The actual weight is not considered because climbing speed is proportional to power/weight, regardless of the actual weight. This is not an exact relationship, it ignores bike weight, friction, air resistance, etc., but for many purposes it's close enough.

#### Alex Simmons/RST

Re: Relationship of VAM-derived "relative w/kg" to actual w/

jyl said:
I am curious about the Dr. Ferrari metric of "VAM" and the "relative watt/kg" derived from VAM.

After building a cycling power model, and plugging in some constant velocity climbs, it looks to me like the "relative w/kg" is far higher than the actual w/kg.

For example, I modeled this climb - hmm, it looks like Alpe d'Huez, doesn't it Rider 70 kg and 170 cm height, frontal area 0.411 m^2, riding on bar tops (Cd 1.15)
Clothes/shoes/helmet 1 kg, bike 7 kg, bottles/Garmin/etc 1 kg
Drivetrain efficiency 98%, no wind, no drafting
40 minute climb starting at 1000 meters altitude
Rider climbs 1066 vertical meters, covers 13.2 km, at constant 19.8 km/h
VAM is 1599 m/h and Ferrari "relative watt/kg" is 7.99
Calculated power is 412.9 watts which is 5.9 watt/kg using rider's 70 kg naked weight
7.99 is obviously very different from 5.90

Is the "relative watt/kg" derived from VAM supposed to be an estimate of the rider's actual watt/kg? Why doesn't the Ferrari formula consider rider weight?
Putting aside whether you are using correct Ferrari formula, road surface and tyres = one Crr value only, not two. Your Cd x A is probably a tad high but not a big deal depending on precision required.

#### jyl

Re: Relationship of VAM-derived "relative w/kg" to actual w/

Alex Simmons/RST said:
jyl said:
I am curious about the Dr. Ferrari metric of "VAM" and the "relative watt/kg" derived from VAM.

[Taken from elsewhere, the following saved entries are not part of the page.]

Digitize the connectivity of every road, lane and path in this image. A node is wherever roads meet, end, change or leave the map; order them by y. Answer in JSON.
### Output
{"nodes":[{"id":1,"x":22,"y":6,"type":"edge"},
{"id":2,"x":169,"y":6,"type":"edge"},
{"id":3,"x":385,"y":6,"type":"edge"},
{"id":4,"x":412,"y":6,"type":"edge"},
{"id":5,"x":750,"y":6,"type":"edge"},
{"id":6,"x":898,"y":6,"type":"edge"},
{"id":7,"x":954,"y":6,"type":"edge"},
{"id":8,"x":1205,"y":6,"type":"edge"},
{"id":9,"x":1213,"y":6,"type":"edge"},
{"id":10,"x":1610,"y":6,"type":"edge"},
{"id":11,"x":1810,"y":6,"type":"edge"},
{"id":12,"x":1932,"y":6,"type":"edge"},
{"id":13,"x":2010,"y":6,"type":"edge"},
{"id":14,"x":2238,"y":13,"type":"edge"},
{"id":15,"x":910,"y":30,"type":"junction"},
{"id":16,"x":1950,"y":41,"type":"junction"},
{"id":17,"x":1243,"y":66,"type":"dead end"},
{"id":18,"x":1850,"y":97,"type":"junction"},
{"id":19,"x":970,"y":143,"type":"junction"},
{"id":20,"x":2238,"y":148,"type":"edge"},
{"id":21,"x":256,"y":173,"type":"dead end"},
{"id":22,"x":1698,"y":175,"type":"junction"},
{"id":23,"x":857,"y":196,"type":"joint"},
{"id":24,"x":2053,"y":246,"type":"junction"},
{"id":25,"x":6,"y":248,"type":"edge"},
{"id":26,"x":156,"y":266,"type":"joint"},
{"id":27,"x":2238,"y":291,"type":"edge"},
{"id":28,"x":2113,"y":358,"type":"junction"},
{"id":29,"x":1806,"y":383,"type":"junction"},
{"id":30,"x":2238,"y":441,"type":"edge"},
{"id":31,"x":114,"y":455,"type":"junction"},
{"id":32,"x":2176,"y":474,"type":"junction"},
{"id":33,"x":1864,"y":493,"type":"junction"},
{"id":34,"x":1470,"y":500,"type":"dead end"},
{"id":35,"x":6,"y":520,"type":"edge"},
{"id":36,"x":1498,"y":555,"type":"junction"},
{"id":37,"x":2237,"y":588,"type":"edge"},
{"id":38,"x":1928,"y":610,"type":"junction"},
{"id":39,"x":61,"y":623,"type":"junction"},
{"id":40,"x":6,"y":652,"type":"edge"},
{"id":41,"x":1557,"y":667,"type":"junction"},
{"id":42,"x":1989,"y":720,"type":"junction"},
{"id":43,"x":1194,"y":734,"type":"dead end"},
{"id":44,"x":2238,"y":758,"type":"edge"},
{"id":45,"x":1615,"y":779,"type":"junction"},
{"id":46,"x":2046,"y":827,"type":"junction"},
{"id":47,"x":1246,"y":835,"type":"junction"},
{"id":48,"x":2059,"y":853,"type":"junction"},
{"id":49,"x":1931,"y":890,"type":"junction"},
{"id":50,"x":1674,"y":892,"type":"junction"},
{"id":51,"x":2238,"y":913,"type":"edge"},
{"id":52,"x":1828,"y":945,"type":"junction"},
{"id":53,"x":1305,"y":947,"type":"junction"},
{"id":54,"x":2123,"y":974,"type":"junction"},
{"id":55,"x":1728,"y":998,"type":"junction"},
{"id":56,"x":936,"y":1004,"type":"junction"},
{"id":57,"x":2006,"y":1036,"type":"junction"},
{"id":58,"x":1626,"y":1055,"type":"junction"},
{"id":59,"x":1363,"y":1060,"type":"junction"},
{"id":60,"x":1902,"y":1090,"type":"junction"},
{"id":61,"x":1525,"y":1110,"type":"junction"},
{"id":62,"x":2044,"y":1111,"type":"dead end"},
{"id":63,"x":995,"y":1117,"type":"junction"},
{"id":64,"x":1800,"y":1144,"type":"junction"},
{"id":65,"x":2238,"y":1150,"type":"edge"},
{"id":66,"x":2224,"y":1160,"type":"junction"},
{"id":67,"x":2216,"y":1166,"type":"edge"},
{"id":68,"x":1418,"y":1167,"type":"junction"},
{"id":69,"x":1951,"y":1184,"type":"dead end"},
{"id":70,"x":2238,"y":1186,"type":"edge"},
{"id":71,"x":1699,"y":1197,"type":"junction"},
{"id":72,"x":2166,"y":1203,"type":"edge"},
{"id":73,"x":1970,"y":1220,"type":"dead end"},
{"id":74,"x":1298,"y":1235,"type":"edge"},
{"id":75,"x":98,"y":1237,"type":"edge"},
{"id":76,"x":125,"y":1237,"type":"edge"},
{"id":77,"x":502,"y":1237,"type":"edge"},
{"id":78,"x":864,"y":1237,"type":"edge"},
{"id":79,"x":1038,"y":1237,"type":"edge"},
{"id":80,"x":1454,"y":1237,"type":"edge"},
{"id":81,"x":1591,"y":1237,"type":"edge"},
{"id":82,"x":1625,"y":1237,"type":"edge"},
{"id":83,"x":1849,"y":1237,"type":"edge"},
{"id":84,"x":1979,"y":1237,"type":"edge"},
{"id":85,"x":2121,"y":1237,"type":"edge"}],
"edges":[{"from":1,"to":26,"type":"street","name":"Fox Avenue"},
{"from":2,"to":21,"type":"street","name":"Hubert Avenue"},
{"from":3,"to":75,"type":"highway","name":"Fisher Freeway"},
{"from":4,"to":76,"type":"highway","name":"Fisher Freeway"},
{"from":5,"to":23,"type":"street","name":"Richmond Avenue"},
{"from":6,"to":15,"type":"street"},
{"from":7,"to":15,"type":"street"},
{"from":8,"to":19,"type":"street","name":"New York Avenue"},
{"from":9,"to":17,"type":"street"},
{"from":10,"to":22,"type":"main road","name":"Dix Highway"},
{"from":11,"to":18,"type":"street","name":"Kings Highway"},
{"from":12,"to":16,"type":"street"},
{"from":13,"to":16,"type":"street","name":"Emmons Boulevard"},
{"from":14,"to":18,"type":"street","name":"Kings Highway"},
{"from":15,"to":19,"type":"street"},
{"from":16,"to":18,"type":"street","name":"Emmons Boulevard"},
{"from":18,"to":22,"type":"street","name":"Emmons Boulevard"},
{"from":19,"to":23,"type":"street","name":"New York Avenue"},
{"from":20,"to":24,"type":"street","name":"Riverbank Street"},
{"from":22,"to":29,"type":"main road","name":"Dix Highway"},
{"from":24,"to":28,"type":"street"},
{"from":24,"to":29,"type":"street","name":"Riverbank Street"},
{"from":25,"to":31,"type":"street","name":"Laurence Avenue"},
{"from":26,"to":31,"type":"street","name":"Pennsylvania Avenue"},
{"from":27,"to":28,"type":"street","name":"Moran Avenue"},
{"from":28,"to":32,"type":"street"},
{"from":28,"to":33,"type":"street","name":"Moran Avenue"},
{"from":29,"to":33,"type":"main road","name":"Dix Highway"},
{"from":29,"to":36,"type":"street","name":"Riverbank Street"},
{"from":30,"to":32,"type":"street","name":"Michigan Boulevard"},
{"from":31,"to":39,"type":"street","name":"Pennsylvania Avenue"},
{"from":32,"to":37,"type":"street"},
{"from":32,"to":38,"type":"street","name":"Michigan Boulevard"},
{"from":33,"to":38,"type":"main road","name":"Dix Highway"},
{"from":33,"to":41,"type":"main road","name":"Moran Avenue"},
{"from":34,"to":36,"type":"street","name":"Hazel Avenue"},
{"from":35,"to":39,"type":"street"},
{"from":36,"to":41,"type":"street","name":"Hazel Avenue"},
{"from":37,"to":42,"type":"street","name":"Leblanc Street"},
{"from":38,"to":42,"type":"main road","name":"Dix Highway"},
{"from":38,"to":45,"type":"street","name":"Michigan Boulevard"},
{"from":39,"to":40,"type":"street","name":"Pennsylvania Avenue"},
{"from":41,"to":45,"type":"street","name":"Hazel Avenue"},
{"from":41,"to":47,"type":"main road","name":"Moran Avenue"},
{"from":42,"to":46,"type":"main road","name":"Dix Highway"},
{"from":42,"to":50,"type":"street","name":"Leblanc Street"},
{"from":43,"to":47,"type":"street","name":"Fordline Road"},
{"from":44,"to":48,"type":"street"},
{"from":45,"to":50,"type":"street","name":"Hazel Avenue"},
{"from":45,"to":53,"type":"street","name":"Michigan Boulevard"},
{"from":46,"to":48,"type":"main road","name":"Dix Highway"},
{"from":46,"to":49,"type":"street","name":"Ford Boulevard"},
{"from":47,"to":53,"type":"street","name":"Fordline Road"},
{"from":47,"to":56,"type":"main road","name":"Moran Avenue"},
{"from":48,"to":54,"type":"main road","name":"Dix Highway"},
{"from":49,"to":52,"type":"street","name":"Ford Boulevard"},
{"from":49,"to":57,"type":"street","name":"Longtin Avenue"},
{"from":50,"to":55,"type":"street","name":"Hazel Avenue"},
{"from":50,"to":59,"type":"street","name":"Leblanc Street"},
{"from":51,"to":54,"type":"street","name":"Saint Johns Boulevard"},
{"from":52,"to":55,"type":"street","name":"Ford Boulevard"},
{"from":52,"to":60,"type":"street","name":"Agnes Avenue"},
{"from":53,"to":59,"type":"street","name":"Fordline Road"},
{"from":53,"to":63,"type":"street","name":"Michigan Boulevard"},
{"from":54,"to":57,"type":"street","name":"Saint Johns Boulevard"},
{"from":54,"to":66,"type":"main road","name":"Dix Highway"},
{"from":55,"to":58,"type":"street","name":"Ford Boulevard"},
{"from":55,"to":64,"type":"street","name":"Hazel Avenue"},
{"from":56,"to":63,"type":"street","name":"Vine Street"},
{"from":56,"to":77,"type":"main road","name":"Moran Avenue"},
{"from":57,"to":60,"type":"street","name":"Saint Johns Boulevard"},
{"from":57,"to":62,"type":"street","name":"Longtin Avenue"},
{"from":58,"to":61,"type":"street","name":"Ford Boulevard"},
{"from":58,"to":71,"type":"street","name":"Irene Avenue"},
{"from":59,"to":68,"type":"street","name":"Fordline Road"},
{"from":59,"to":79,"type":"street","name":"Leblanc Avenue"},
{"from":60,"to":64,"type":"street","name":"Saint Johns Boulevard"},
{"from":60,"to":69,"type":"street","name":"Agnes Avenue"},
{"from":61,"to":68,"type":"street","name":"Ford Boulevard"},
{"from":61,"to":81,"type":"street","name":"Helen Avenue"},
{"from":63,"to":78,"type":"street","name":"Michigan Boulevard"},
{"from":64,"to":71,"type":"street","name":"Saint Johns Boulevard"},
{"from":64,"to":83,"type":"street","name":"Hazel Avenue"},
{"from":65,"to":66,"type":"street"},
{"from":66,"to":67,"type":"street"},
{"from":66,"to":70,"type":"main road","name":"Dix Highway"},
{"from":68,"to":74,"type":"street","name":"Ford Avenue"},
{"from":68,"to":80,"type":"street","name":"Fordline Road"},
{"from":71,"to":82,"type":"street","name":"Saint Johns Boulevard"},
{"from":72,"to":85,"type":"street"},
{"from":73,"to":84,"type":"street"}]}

After building a cycling power model, and plugging in some constant velocity climbs, it looks to me like the "relative w/kg" is far higher than the actual w/kg.

For example, I modeled this climb - hmm, it looks like Alpe d'Huez, doesn't it Rider 70 kg and 170 cm height, frontal area 0.411 m^2, riding on bar tops (Cd 1.15)
Clothes/shoes/helmet 1 kg, bike 7 kg, bottles/Garmin/etc 1 kg
Drivetrain efficiency 98%, no wind, no drafting
40 minute climb starting at 1000 meters altitude
Rider climbs 1066 vertical meters, covers 13.2 km, at constant 19.8 km/h
VAM is 1599 m/h and Ferrari "relative watt/kg" is 7.99
Calculated power is 412.9 watts which is 5.9 watt/kg using rider's 70 kg naked weight
7.99 is obviously very different from 5.90

Is the "relative watt/kg" derived from VAM supposed to be an estimate of the rider's actual watt/kg? Why doesn't the Ferrari formula consider rider weight?
Putting aside whether you are using correct Ferrari formula, road surface and tyres = one Crr value only, not two. Your Cd x A is probably a tad high but not a big deal depending on precision required.

Thanks for correcting that!

#### jyl

Re:

Merckx index said:
A VAM of 1599 on an 8.1% gradient works out to 5.69 w/kg, not sure how you came up with 7.99. I guess you just divided the VAM by 2 x 100, but the correct divisor is {[2 + ( the gradient x 10)] x 100} = 281. That is how Ferrari determines w/kg, I'm not sure what "relative w/kg" means.

The actual weight is not considered because climbing speed is proportional to power/weight, regardless of the actual weight. This is not an exact relationship, it ignores bike weight, friction, air resistance, etc., but for many purposes it's close enough.

My previous response was blocked as possible spam, not sure why?

Thanks for correcting me. I was confused by Wikipedia's entry on the relative w/kg formula. Your explanation cleared it up for me!